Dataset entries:

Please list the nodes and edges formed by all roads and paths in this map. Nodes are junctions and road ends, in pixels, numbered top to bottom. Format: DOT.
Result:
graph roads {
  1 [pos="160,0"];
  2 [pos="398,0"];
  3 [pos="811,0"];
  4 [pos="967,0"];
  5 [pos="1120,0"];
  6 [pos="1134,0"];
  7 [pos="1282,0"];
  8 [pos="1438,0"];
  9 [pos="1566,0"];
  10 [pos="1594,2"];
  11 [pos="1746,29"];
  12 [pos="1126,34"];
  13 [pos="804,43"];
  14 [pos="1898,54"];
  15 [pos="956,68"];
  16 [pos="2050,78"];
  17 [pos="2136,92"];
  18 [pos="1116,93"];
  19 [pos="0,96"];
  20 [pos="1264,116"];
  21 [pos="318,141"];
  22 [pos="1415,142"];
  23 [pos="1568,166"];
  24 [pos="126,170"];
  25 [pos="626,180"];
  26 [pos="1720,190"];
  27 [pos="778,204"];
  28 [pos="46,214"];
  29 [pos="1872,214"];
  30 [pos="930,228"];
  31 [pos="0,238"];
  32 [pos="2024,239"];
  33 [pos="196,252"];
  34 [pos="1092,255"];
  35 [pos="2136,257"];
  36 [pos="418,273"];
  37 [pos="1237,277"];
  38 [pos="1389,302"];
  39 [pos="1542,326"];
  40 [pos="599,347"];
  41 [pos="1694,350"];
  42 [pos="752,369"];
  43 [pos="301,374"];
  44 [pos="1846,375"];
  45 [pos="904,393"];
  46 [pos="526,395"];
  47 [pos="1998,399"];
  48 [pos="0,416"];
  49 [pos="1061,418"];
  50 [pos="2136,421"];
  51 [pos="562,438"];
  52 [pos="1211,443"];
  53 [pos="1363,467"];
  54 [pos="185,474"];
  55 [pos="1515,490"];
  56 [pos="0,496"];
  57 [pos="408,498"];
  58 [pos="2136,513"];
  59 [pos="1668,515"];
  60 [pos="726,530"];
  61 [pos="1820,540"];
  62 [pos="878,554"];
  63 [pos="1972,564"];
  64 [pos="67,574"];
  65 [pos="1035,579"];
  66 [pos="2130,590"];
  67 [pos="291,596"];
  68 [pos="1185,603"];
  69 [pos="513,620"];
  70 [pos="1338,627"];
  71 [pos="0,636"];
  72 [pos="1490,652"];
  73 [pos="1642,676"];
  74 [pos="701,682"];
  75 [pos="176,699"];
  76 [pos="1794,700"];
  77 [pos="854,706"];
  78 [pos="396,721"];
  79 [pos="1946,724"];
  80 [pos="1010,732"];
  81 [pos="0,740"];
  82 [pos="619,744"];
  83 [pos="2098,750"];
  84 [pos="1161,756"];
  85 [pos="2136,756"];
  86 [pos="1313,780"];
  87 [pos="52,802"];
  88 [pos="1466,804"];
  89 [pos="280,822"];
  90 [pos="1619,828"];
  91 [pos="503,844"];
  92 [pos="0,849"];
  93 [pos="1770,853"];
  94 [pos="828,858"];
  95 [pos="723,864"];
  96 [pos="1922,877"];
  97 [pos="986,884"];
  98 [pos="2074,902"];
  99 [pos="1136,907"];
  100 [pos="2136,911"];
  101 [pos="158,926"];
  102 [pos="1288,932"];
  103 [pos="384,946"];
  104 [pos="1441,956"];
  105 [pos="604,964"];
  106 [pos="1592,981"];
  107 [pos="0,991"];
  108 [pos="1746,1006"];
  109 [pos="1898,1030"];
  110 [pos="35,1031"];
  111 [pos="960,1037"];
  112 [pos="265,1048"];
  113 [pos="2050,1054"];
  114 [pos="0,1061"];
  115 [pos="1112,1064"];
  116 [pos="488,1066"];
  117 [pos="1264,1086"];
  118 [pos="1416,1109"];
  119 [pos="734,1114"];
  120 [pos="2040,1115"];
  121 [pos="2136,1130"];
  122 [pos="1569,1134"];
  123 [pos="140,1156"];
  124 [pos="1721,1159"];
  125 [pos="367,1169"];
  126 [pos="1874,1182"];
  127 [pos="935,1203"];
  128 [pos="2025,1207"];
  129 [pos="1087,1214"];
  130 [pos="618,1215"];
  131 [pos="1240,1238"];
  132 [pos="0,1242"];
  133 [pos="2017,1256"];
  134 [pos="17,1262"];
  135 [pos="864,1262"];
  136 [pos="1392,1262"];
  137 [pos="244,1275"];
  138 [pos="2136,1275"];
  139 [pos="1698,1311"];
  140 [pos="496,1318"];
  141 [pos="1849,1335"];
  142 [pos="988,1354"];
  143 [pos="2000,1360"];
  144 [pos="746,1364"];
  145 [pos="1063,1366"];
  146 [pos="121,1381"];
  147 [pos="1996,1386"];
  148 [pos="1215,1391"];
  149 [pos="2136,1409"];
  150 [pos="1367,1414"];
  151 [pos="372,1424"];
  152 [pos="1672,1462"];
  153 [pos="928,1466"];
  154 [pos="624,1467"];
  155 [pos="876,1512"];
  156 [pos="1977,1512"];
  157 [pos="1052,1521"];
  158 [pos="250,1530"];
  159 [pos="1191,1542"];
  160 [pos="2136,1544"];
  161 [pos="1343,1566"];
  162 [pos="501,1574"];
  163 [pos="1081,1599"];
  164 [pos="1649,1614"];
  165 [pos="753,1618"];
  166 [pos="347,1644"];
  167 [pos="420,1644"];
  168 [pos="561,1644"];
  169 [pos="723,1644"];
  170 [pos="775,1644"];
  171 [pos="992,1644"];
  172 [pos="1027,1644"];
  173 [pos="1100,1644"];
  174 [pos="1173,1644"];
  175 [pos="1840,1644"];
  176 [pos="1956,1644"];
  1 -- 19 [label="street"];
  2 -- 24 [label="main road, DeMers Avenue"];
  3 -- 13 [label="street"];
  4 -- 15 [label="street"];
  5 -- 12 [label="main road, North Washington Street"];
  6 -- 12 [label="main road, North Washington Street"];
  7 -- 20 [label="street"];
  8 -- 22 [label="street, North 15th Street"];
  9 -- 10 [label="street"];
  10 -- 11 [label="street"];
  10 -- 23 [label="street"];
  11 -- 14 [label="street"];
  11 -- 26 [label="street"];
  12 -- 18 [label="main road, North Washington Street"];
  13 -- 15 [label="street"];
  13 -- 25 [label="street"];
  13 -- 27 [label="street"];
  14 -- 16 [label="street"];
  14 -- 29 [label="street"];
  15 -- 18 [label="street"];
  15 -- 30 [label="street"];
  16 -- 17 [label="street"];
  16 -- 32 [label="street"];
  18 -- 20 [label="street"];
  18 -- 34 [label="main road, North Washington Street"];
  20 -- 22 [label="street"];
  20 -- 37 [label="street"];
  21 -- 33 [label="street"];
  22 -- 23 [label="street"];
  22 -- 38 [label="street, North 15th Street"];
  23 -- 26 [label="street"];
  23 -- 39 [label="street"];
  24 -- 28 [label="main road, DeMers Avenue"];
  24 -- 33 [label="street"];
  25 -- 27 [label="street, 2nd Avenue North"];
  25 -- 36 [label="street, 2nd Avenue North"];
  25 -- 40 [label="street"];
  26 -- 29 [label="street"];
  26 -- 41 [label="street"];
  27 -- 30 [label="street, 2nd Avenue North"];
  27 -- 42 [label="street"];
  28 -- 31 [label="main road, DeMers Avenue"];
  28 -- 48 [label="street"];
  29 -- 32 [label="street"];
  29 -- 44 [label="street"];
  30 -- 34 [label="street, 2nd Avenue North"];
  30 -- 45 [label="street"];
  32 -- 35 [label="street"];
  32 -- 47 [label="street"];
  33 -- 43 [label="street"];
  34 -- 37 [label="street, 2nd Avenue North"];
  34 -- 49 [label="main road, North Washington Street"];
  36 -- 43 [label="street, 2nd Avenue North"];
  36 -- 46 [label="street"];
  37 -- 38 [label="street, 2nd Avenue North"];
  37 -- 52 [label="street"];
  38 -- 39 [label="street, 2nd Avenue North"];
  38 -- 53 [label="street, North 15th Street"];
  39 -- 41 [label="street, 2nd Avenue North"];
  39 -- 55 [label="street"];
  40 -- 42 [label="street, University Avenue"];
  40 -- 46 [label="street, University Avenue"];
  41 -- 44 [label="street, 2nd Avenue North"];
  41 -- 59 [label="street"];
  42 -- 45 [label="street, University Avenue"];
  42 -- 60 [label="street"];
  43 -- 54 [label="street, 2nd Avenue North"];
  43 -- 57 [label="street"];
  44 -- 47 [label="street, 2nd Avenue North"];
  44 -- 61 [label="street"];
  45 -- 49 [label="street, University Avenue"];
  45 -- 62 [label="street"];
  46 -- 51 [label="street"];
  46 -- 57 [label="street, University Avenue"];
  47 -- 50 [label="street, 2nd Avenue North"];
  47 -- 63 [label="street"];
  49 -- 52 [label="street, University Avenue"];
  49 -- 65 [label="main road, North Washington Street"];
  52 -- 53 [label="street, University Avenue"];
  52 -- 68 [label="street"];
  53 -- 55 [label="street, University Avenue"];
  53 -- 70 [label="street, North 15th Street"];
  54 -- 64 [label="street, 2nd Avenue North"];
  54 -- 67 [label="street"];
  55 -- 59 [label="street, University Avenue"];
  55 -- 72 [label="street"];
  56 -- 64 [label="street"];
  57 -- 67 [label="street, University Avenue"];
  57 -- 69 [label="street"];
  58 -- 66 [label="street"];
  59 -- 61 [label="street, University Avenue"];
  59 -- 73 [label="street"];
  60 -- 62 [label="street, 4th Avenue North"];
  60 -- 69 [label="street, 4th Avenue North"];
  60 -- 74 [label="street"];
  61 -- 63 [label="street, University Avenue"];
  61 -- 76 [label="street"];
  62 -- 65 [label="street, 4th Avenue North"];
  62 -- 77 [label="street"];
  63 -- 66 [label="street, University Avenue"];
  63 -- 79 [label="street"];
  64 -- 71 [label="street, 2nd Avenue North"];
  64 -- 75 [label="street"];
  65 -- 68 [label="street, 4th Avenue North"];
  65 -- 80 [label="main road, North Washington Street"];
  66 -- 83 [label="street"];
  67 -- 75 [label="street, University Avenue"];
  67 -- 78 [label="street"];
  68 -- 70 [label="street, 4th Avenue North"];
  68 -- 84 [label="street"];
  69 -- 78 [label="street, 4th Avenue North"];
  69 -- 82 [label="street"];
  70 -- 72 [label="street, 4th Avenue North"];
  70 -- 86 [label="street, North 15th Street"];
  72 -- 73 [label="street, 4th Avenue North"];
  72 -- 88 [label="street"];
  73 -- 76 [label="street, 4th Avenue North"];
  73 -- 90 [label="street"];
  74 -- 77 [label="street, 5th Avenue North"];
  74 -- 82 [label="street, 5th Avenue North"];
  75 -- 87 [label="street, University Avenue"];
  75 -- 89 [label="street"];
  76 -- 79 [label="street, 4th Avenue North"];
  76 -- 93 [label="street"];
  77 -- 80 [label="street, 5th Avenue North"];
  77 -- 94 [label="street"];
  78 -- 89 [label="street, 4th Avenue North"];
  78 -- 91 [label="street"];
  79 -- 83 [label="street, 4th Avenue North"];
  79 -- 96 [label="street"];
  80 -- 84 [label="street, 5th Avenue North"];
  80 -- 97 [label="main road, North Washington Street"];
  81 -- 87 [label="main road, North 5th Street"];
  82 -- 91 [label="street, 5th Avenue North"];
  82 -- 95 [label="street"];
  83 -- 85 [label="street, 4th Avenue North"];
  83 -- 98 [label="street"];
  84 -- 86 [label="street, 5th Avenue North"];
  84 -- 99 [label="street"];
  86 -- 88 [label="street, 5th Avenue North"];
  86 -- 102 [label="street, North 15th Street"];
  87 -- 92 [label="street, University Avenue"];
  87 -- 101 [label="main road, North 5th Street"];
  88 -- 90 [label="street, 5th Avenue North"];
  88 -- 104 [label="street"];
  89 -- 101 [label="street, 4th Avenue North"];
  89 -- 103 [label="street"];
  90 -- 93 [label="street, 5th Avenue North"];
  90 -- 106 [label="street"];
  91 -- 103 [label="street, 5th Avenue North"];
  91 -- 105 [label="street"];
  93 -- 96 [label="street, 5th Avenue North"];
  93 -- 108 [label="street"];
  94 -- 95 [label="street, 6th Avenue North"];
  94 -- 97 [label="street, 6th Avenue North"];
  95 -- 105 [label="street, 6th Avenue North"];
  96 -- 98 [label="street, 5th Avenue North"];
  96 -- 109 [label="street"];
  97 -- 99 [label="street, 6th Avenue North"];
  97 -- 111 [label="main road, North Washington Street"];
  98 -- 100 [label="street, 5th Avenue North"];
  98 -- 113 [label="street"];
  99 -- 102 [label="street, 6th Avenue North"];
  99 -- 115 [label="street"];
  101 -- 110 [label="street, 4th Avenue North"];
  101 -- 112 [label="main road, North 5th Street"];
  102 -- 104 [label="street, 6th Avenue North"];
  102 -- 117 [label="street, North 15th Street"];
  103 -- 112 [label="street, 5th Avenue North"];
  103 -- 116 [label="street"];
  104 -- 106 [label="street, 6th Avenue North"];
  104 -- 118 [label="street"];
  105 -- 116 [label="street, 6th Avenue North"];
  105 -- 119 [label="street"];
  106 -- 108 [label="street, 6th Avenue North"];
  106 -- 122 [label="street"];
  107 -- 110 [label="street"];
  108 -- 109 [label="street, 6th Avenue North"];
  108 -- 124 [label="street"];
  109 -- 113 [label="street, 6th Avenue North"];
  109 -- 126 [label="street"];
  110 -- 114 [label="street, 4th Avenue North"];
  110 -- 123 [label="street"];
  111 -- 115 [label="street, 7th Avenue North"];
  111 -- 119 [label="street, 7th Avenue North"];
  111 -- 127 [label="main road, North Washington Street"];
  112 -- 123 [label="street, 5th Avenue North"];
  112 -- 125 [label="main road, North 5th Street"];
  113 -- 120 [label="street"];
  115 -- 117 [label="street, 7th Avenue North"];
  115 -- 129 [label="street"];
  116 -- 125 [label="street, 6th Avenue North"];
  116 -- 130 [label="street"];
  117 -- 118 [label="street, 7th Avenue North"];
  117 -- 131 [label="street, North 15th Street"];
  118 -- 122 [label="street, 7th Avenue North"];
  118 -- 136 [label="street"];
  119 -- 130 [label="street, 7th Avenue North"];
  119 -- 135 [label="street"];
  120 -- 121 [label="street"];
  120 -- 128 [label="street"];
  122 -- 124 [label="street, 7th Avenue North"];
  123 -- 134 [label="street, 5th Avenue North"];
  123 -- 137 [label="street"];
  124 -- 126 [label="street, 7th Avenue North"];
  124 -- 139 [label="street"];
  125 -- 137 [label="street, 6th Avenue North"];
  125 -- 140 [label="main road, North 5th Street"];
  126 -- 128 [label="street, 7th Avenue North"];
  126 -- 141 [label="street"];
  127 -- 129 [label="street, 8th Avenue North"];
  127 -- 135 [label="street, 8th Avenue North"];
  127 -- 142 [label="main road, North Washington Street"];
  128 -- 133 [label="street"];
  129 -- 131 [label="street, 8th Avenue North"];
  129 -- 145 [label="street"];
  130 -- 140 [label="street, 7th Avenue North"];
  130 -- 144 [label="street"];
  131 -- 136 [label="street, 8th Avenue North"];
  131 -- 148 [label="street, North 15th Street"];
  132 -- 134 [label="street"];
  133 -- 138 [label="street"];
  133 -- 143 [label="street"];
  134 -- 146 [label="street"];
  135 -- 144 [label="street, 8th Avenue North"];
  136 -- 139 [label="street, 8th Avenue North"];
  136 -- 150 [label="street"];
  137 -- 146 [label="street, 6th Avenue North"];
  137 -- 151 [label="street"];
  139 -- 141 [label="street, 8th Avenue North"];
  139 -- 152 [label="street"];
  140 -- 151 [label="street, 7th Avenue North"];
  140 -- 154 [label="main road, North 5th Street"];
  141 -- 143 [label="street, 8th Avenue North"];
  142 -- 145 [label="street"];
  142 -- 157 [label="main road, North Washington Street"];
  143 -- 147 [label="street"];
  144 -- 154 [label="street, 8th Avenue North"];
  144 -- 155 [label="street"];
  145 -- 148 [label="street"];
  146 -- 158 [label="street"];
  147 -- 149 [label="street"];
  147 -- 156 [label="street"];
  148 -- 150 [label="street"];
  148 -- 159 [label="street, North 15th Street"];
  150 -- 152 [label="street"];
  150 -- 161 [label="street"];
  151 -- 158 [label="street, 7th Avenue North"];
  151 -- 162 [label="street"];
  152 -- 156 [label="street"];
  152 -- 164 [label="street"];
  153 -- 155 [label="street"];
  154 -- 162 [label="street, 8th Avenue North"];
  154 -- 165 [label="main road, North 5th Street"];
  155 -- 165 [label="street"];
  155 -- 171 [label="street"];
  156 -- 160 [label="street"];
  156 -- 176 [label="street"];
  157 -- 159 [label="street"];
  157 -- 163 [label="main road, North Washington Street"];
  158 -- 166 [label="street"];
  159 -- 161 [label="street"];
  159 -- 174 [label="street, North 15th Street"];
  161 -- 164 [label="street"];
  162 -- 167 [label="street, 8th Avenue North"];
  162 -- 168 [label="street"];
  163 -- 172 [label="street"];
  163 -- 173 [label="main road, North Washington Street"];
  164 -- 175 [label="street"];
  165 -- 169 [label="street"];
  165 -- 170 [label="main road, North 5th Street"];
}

* Activity:
Look for the word "roads" in the data, then return every line that contains it.

* Task solution:
Please list the nodes and edges formed by all roads and paths in this map. Nodes are junctions and road ends, in pixels, numbered top to bottom. Format: DOT.
graph roads {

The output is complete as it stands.